Building Blake, P2 - UI/UX Considerations
Alexander Perez, Senior Full Stack Engineer
Building Full Stack SaaS platforms for startups | Typescript, React, Next.js, State Management, SQL/NoSQL, GraphQL, OAuth
Published on June 25, 2024
Update, September 1st, 2024:
Blake is in open Beta at 👉️ https://getblake.link
If you'd like to share thoughts and suggestions, make sure to leave me a comment here or on any of my posts and I'll chat about it with you :)
After building as a Full Stack engineer for over a decade, I've collected examples of design preferences and opinions on user experience that inform how software I build look and feel. Yes, they are definitely subjective, without hard science, but I can count on having strong references to other applications with huge user-bases and research teams of their own.
User Experience: Motivations
Even though the main goal with Blake is to demonstrate my Full Stack Javascript skills, it is useful to think about how a SaaS can develop through its intended offerings. To spark the imagination, I thought of two other platforms that inspired Blake.
The major inspirations to Blake are Notion and Spotify, two apps that revolve around documents and lists. Because a bookmark is relative to a document, Blake is akin to the layer of Notion that collects documents in a simple and easy-to-navigate experience. In the same way, Blake is intended to make collecting bookmarks simple. The interface stays out of the way and only makes itself known when one decides to act on the bookmark.
Similarly to Spotify, Blake also intends to portray the list as the primary perspective: a thematic group, as tightly defined or loosely chaotic as the author intends to create. By providing the list as the single top-level organizing container, a user can find multiple ways to make use of it.
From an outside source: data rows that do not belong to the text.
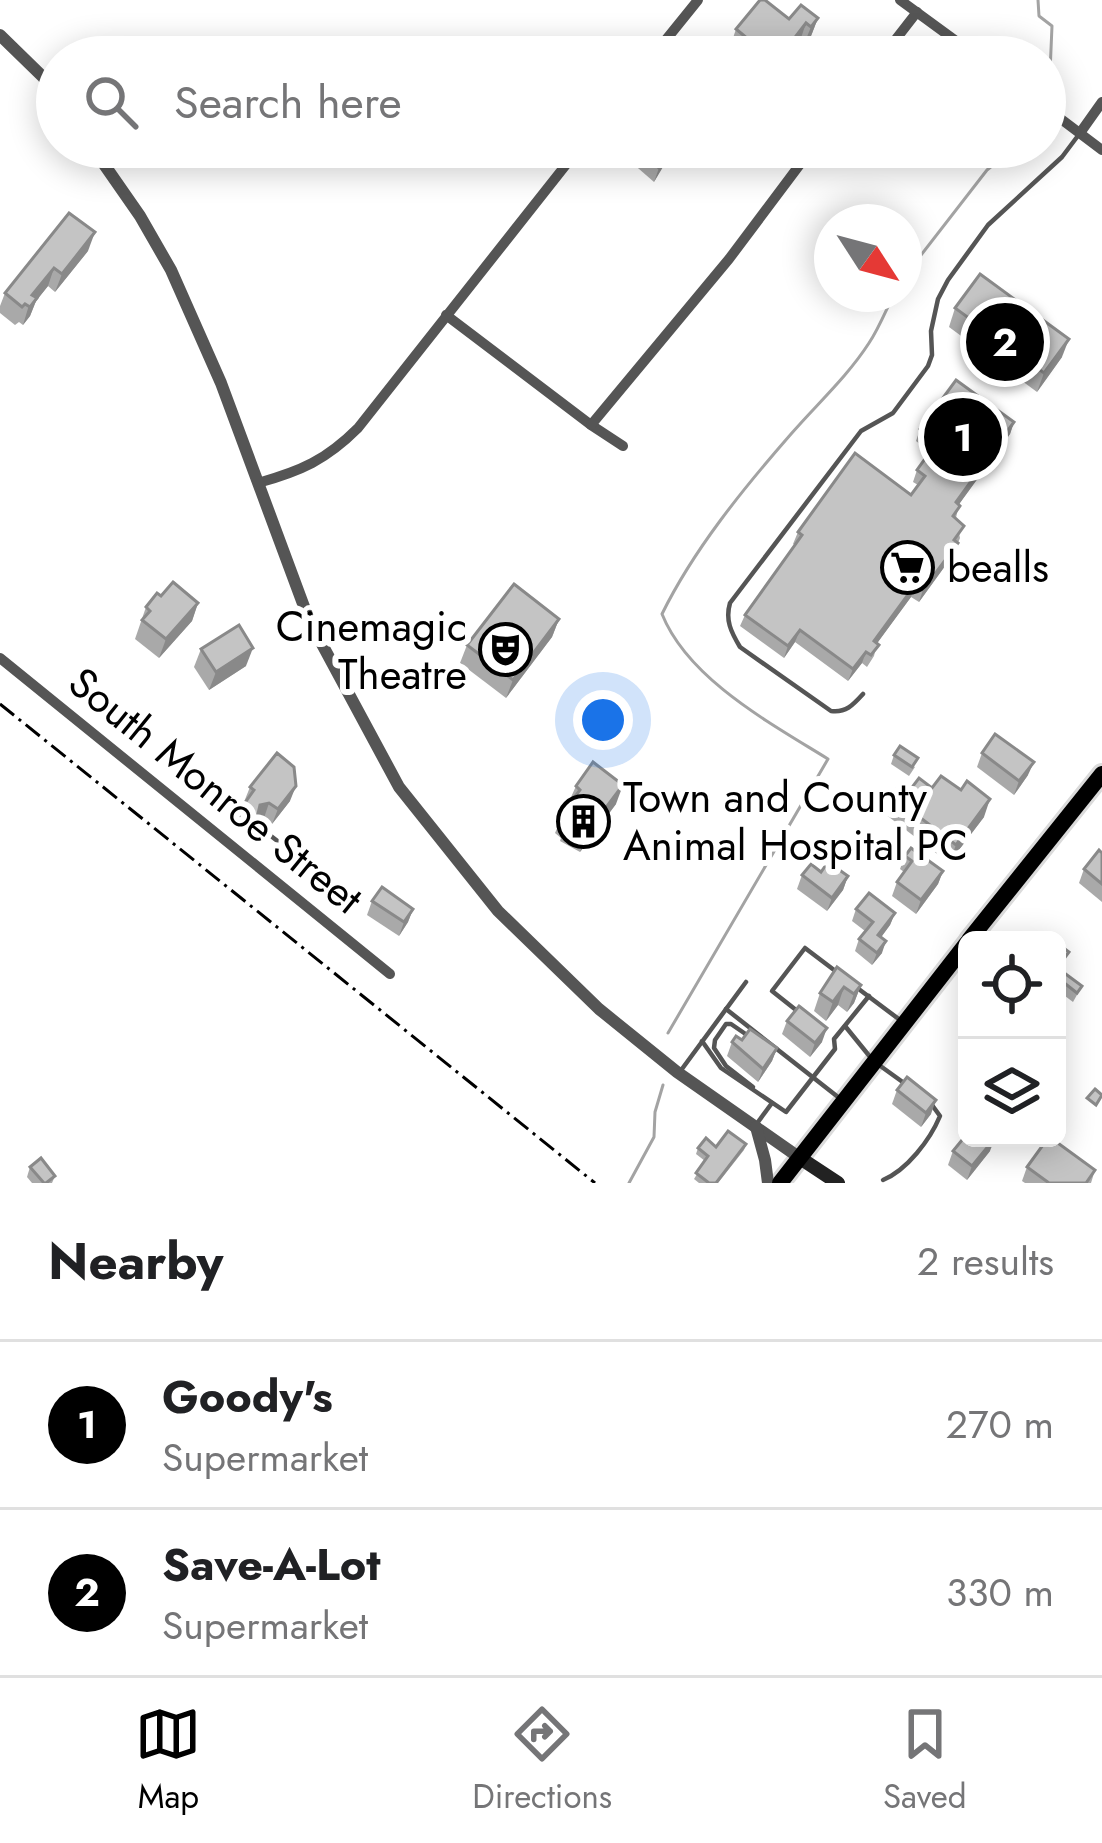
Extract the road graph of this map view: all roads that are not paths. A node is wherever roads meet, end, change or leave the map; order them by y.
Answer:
1 (698, 0) edge
2 (900, 0) edge
3 (916, 12) junction
4 (0, 34) edge
5 (669, 36) edge
6 (898, 36) edge
7 (949, 36) edge
8 (36, 70) edge
9 (1102, 103) edge
10 (1066, 123) edge
11 (1080, 133) junction
12 (1102, 150) edge
13 (1066, 152) edge
14 (107, 168) edge
15 (563, 168) edge
16 (797, 168) edge
17 (1050, 168) edge
18 (446, 315) junction
19 (591, 425) junction
20 (623, 446) dead end
21 (258, 483) junction
22 (0, 658) edge
23 (863, 694) dead end
24 (1098, 785) edge
25 (258, 826) edge
26 (292, 835) dead end
27 (976, 931) edge
28 (958, 954) edge
29 (390, 974) dead end
30 (746, 982) dead end
31 (868, 996) junction
32 (726, 1009) junction
33 (803, 1015) edge
34 (903, 1023) junction
35 (845, 1026) junction
36 (702, 1041) junction
37 (784, 1054) junction
38 (873, 1060) junction
39 (679, 1072) junction
40 (813, 1077) junction
41 (904, 1084) edge
42 (754, 1090) junction
43 (919, 1095) edge
44 (843, 1101) junction
45 (772, 1103) junction
46 (756, 1126) junction
47 (800, 1158) junction
48 (883, 1180) edge
49 (768, 1183) edge
50 (780, 1183) edge
51 (838, 1183) edge

1 - 5 street
2 - 3 street
3 - 6 street
3 - 7 street
4 - 8 street
9 - 11 street
10 - 11 street
11 - 12 street
11 - 13 lane
14 - 21 street
15 - 18 street
16 - 19 street
17 - 23 lane
18 - 19 street
18 - 21 street
19 - 20 street
21 - 39 street
22 - 29 street, South Monroe Street
24 - 27 highway
25 - 26 lane
28 - 34 highway
30 - 32 lane
31 - 33 lane
31 - 34 lane
31 - 35 lane
32 - 36 lane
32 - 37 lane
34 - 38 highway
35 - 38 lane
35 - 40 lane
36 - 39 lane
36 - 42 lane
37 - 40 lane
37 - 42 lane
38 - 41 lane
38 - 44 highway
39 - 46 street
40 - 44 lane
40 - 45 lane
42 - 45 lane
43 - 48 lane
44 - 47 highway
45 - 46 lane
46 - 47 street
46 - 49 street
47 - 50 highway
47 - 51 main road

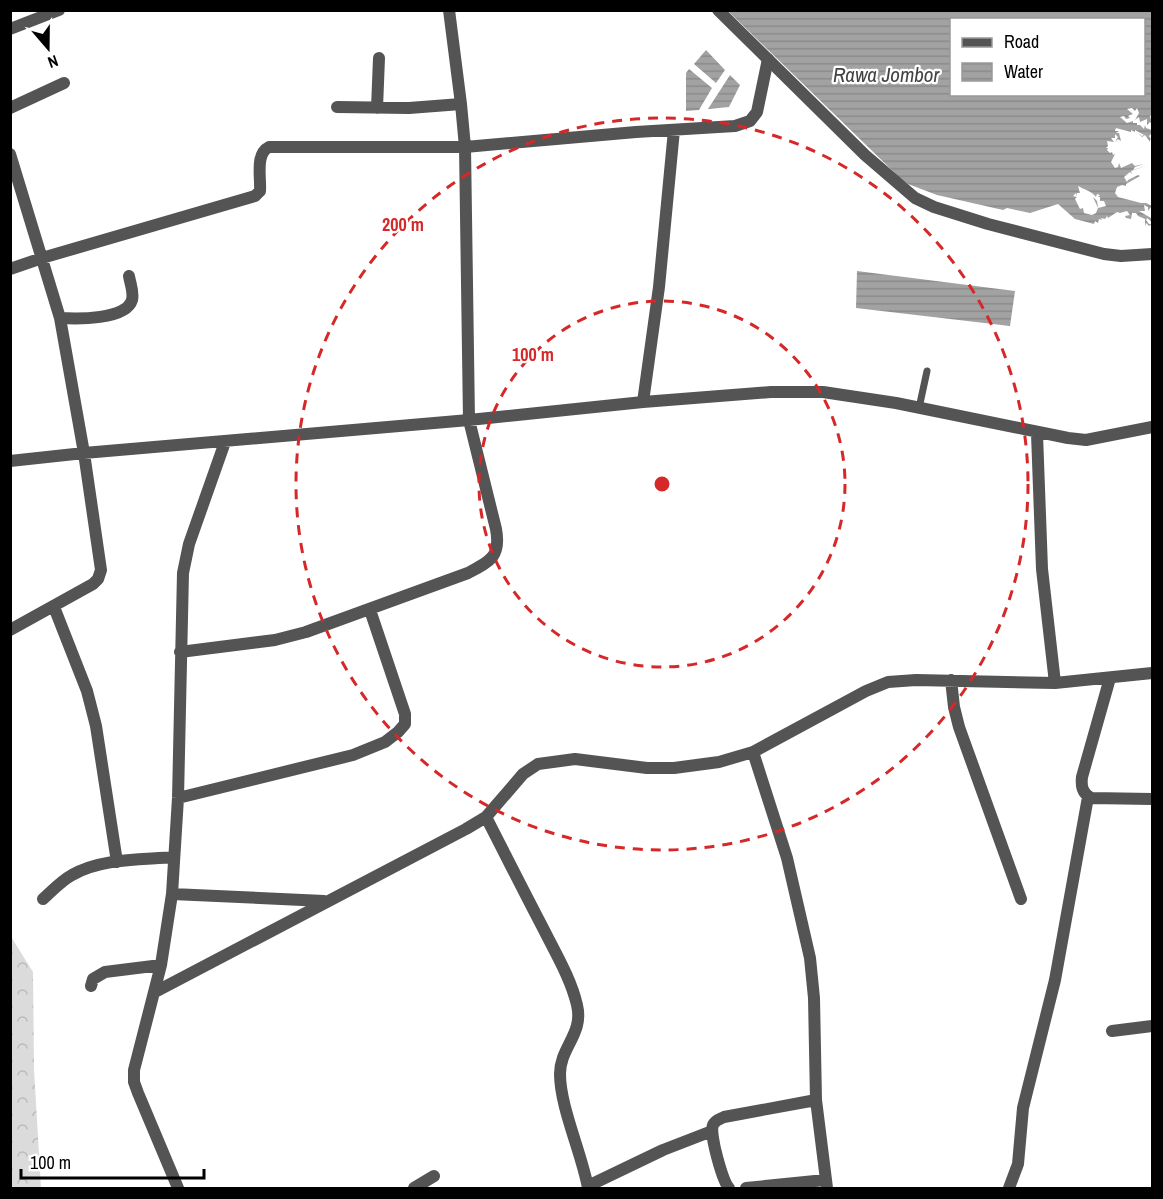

For example:
- Lists can become a checklist for the last few days' worth of new bookmarks. One by one they can be explored, kept or removed for their worth, and notes made to collect whatever value each link provides.
- Lists can be a way to share knowledge with others. Bookmarks can be curated and shared with others, and others could make comments to collect impressions, opinions, interpretations, etc. for the purpose of growing organizational knowledge between colleagues, friends, and teammates.
- Lists can be used to group key information sources, such as rule-sets for favorite table-top games, various documentation for projects in-progress, recipes for the week, and so on.
Lists are abstract enough to categorize nearly anything, and concrete enough to provide a skeleton for progression and further action.
Mobile considerations: core trade-offs
The major trade-off between a desktop app and a mobile one is screen real-estate and portability. With the desktop, we can present more features at once than you can with mobile. It also changes how someone understands how to navigate between content and functionality.
Fitts's Law
Fitts's Law extrapolates to three major rules:
- Touch targets should be large enough for users to accurately select them.
- Touch targets should have ample spacing between them.
- Touch targets should be placed in areas of an interface that allow them to be easily acquired.
That affects a huge majority of UI/UX decisions and trade-offs when designing for mobile. For Blake, that applies in large part to:
- Dropdowns vs Drawers: operating commands and actions.
- Button Placement: "clickability" with mouse vs the finger.
- Priority of Layout: most important controls closest to primary fingers.